Getting started with the batch system:
Determined-AI User Guide

Introduction
User Account
Submitting Tasks

Introduction

We are currently using Determined AI to manage our GPU Cluster.

You can open the dashboard (a.k.a WebUI) by the following URL and log in:

https://gpu.cvgl.lab/

Determined is a successful (acquired by Hewlett Packard Enterprise in 2021) open-source deep learning training platform that helps researchers train models more quickly, easily share GPU resources, and collaborate more effectively. Its architecture is shown below:

User Account

Ask for your account

You need to ask the system admin to get your user account.

Authentication

WebUI

The WebUI will automatically redirect users to a login page if there is no valid Determined session established on that browser. After logging in, the user will be redirected to the URL they initially attempted to access.

CLI

Users can also interact with Determined using a command-line interface (CLI). The CLI is distributed as a Python wheel package; once the wheel has been installed, the CLI can be used via the det command.

You can use the CLI either on the login node or on your local development machine.

Installation

The CLI can be installed via pip:
```
pip install determined
```
Configure environment variable

If you are using your own PC, you need to add the environment variable DET_MASTER=10.0.1.66.

P.S. For some historical reasons, if you are using VPN. you should set this to DET_MASTER=10.0.1.68.

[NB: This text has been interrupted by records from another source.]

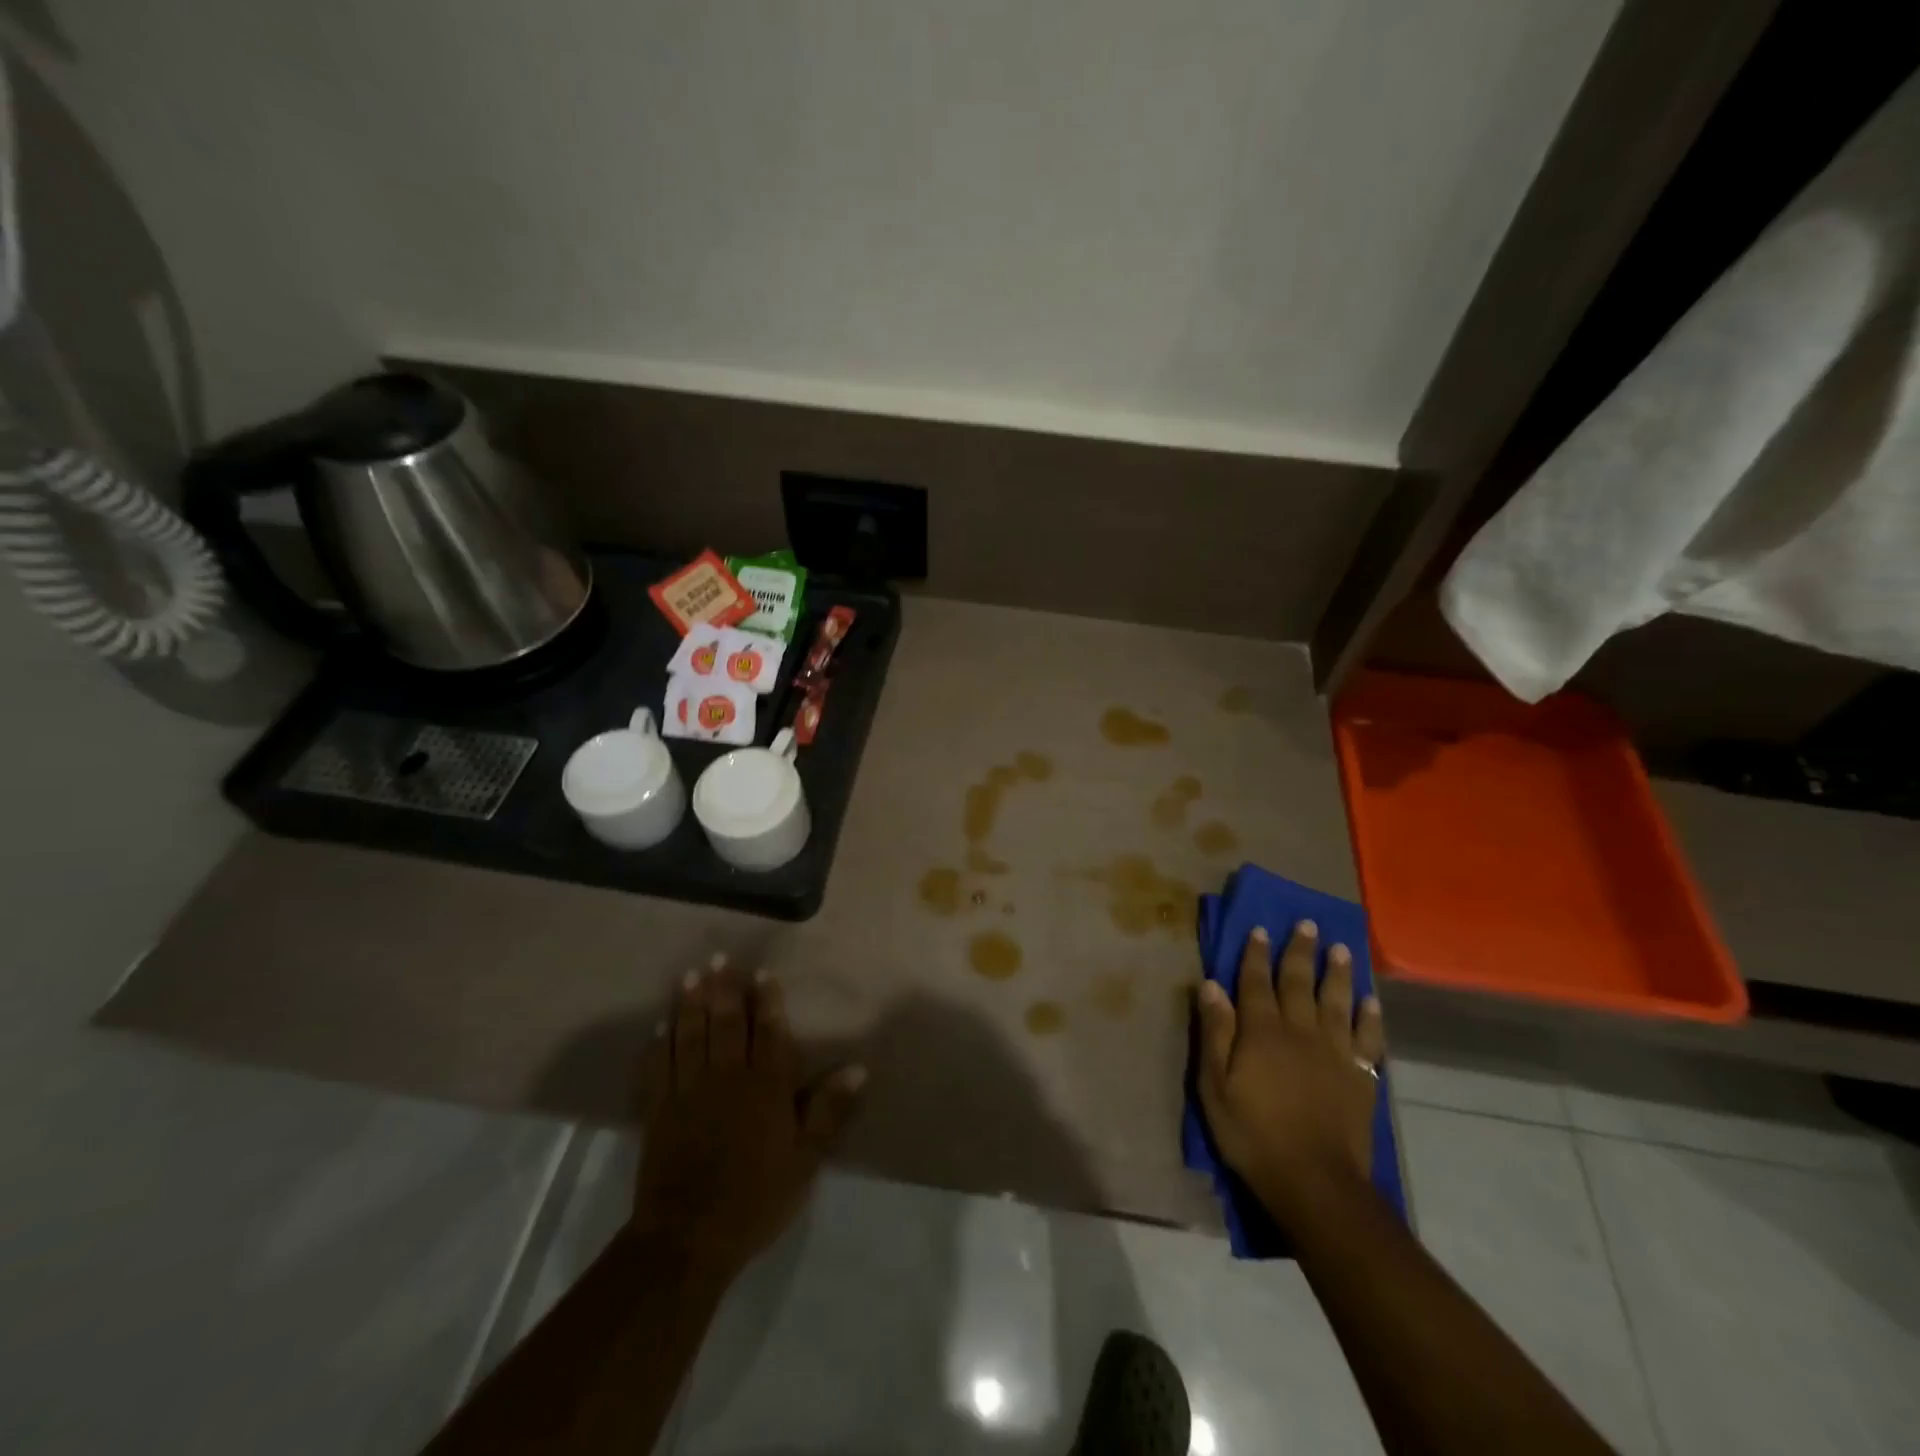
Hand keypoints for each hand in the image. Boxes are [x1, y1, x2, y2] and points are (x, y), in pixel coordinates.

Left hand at [632, 961, 864, 1279]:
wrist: (689, 1237)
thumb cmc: (757, 1198)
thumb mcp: (806, 1160)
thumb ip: (829, 1110)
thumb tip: (858, 1068)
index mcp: (766, 1087)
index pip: (768, 1032)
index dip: (766, 1001)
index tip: (762, 974)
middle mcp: (727, 1077)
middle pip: (725, 1024)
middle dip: (723, 989)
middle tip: (718, 958)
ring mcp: (688, 1091)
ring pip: (690, 1036)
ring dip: (690, 1003)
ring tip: (691, 975)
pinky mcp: (659, 1110)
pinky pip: (659, 1066)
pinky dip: (660, 1042)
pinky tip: (662, 1025)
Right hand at [1196, 922, 1384, 1223]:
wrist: (1314, 1181)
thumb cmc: (1253, 1133)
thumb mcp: (1215, 1085)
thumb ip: (1215, 1032)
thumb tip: (1211, 985)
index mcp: (1261, 1031)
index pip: (1255, 982)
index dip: (1256, 954)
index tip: (1260, 929)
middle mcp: (1299, 1031)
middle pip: (1299, 982)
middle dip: (1300, 952)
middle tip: (1308, 924)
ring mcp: (1335, 1052)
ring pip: (1337, 1002)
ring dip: (1338, 974)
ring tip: (1341, 949)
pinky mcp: (1360, 1076)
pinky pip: (1368, 1039)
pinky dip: (1370, 1018)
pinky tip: (1371, 1001)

For Linux, *nix including macOS, if you are using bash append this line to the end of ~/.bashrc (most systems) or ~/.bash_profile (some macOS);

If you are using zsh, append it to the end of ~/.zshrc:
```
export DET_MASTER=10.0.1.66
```
For Windows, you can follow this tutorial: tutorial
Log in

In the CLI, the user login subcommand can be used to authenticate a user:
```
det user login <username>
```
Note: If you did not configure the environment variable, you need to specify the master's IP:
```
det -m 10.0.1.66 user login <username>
```
P.S. If you are using VPN. you should use det -m 10.0.1.68 user login <username>.

Changing passwords

Users have blank passwords by default. If desired, a user can change their own password using the user change-password subcommand:

det user change-password

Submitting Tasks

Task Configuration Template

Here is a template of a task configuration file, in YAML format:

description: <task_name>
resources:
    slots: 1
    resource_pool: 32c64t_256_3090
    shm_size: 4G
bind_mounts:
    - host_path: /workspace/<user_name>/
      container_path: /run/determined/workdir/home/
    - host_path: /workspace/<user_name>/.cache/
      container_path: /run/determined/workdir/.cache/
    - host_path: /datasets/
      container_path: /run/determined/workdir/data/
    - host_path: /SSD/
      container_path: /run/determined/workdir/ssd_data/
environment:
    image: determinedai/environments:cuda-11.3-pytorch-1.10-lightning-1.5-tf-2.8-deepspeed-0.5.10-gpu-0.18.2

Notes:

You need to change the task_name and user_name to your own
Number of resources.slots is the number of GPUs you are requesting to use, which is set to 1 here
resources.resource_pool is the resource pool you are requesting to use. Currently we have three resource pools: 32c64t_256_3090, 48c96t_512_3090 and 64c128t_512_4090.
resources.shm_size is set to 4G by default. You may need a greater size if you use multiple dataloader workers in pytorch, etc.
In bind_mounts, the first host_path/container_path maps your workspace directory (/workspace/<user_name>/) into the container; And the second maps the dataset directory (/datasets) into the container.
In environment.image, an official image by Determined AI is used. Determined AI provides Docker images that include common deep-learning libraries and frameworks. You can also develop your custom image based on your project dependency, which will be discussed in this tutorial: Custom Containerized Environment
How bind_mounts works:

Submit via Web UI

Click "Launch JupyterLab" in the upper left corner of the Determined Web UI:

When the sidebar is collapsed the button becomes like this:

In the popped out dialog window, select show full config:

Then enter your YAML configuration and hit Launch!

Submit via CLI

Save the YAML configuration to, let's say, test_task.yaml. You can start a Jupyter Notebook (Lab) environment or a simple shell environment. A notebook is a web interface and thus more user-friendly. However, you can use Visual Studio Code or PyCharm and connect to a shell environment[3], which brings more flexibility and productivity if you are familiar with these editors.

For notebook:

    det notebook start --config-file test_task.yaml

For shell:

    det shell start --config-file test_task.yaml

Now you can see your task pending/running on the WebUI dashboard.

Managing Tasks

You can manage the tasks on the WebUI.

You are encouraged to check out more operations of Determined.AI in the API docs, e.g.,

det task
det shell open [task id]
det shell kill [task id]

Connect to a shell task

You can use Visual Studio Code or PyCharm to connect to a shell task.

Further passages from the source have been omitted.